## Supplied entries:
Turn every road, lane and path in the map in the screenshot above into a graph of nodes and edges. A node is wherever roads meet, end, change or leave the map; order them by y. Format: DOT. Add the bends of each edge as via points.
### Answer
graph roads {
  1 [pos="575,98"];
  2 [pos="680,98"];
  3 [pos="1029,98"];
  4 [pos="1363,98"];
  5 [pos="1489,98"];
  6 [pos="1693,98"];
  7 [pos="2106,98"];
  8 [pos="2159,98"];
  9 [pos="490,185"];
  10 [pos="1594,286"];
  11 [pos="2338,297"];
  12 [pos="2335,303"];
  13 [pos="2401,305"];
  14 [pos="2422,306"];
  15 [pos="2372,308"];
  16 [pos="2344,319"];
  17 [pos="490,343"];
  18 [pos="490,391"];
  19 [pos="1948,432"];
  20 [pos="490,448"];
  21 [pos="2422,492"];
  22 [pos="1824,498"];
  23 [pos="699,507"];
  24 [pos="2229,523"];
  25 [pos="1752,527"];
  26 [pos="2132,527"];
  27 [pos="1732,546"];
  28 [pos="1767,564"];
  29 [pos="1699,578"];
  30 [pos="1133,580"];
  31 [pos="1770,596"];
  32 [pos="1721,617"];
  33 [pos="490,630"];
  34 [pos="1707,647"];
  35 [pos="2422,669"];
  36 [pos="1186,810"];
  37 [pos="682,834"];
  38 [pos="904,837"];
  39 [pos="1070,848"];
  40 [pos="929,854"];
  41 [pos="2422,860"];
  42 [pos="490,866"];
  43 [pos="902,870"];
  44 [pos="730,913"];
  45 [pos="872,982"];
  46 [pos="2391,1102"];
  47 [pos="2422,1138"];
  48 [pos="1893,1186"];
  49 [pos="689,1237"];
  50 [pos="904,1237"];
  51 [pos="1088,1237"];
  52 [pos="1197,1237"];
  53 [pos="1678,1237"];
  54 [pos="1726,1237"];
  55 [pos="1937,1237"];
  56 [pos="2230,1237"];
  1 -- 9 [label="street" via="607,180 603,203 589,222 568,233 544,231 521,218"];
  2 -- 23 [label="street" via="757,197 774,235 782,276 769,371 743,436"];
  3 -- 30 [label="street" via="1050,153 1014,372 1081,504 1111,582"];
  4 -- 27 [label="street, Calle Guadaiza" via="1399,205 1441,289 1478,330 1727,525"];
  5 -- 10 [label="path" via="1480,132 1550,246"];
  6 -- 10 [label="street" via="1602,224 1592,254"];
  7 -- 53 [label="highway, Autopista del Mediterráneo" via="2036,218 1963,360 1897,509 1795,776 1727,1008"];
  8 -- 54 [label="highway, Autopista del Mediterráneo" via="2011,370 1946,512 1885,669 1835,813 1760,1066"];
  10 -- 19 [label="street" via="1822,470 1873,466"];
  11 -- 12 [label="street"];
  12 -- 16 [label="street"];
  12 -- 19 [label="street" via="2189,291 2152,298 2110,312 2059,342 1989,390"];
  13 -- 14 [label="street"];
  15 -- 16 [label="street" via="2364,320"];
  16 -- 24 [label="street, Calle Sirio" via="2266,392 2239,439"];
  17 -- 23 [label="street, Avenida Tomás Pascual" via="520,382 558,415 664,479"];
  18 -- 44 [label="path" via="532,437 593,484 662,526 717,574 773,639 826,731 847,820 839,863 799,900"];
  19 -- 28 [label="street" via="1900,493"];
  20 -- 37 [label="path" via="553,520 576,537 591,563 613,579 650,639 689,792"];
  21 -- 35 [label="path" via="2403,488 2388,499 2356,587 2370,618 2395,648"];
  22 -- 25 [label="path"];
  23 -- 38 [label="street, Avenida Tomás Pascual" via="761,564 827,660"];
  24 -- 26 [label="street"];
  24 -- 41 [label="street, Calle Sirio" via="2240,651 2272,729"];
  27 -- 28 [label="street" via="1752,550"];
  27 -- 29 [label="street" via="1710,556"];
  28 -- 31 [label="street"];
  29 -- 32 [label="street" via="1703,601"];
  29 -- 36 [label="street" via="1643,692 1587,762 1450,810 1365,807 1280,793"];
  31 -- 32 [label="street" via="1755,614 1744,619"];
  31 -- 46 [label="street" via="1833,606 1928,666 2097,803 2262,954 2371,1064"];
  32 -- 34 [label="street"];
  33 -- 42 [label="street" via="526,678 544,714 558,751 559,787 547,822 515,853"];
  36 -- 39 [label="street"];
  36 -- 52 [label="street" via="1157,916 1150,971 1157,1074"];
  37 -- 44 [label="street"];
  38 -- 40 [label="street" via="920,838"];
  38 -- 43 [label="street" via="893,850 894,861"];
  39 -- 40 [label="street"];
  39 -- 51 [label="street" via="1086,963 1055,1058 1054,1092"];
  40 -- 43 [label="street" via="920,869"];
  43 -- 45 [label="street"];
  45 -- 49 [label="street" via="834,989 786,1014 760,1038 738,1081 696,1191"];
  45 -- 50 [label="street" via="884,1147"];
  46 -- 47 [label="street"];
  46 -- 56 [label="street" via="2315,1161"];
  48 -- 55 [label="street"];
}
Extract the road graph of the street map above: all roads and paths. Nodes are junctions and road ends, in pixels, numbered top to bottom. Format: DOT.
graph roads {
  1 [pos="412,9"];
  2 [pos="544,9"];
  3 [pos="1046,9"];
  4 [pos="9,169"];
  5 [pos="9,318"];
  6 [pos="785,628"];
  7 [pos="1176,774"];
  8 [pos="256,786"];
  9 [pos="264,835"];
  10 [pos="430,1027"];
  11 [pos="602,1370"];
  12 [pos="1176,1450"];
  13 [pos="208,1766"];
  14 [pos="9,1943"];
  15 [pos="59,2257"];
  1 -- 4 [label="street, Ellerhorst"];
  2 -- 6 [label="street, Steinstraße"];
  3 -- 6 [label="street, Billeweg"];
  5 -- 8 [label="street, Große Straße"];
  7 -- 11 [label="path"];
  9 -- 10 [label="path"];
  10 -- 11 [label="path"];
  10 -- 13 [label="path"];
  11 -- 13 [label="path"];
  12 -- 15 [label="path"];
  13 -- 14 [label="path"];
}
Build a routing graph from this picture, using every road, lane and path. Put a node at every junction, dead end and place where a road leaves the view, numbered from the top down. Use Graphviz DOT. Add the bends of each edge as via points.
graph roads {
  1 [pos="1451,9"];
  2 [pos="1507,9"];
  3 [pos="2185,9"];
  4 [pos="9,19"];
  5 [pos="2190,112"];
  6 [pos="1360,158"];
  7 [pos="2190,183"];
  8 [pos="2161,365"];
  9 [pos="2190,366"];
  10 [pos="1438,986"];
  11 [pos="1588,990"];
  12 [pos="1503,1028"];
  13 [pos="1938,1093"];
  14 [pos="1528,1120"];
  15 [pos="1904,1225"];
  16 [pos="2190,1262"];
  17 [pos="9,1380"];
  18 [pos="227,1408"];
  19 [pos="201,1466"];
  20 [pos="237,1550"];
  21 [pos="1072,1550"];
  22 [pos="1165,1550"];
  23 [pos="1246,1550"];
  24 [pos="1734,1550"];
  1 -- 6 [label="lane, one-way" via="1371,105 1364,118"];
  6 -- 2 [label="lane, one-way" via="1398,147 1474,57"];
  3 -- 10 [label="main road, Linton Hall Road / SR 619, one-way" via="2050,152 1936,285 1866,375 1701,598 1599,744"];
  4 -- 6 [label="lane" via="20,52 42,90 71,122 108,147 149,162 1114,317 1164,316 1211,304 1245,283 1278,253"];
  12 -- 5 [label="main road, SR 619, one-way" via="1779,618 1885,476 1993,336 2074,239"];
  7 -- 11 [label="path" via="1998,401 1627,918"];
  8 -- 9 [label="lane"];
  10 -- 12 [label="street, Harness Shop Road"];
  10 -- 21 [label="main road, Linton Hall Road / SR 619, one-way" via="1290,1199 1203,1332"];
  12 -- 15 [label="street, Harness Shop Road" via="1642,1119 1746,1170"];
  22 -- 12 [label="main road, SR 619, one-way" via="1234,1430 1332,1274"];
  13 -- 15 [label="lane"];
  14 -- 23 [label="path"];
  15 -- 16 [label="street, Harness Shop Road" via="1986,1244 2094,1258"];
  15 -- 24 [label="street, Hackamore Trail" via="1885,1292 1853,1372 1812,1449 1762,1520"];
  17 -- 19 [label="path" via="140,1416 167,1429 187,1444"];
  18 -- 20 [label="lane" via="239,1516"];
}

## Task:
How many lines of the data contain the word "Mediterráneo"? Answer with the number alone.

## Answer to the exercise:
2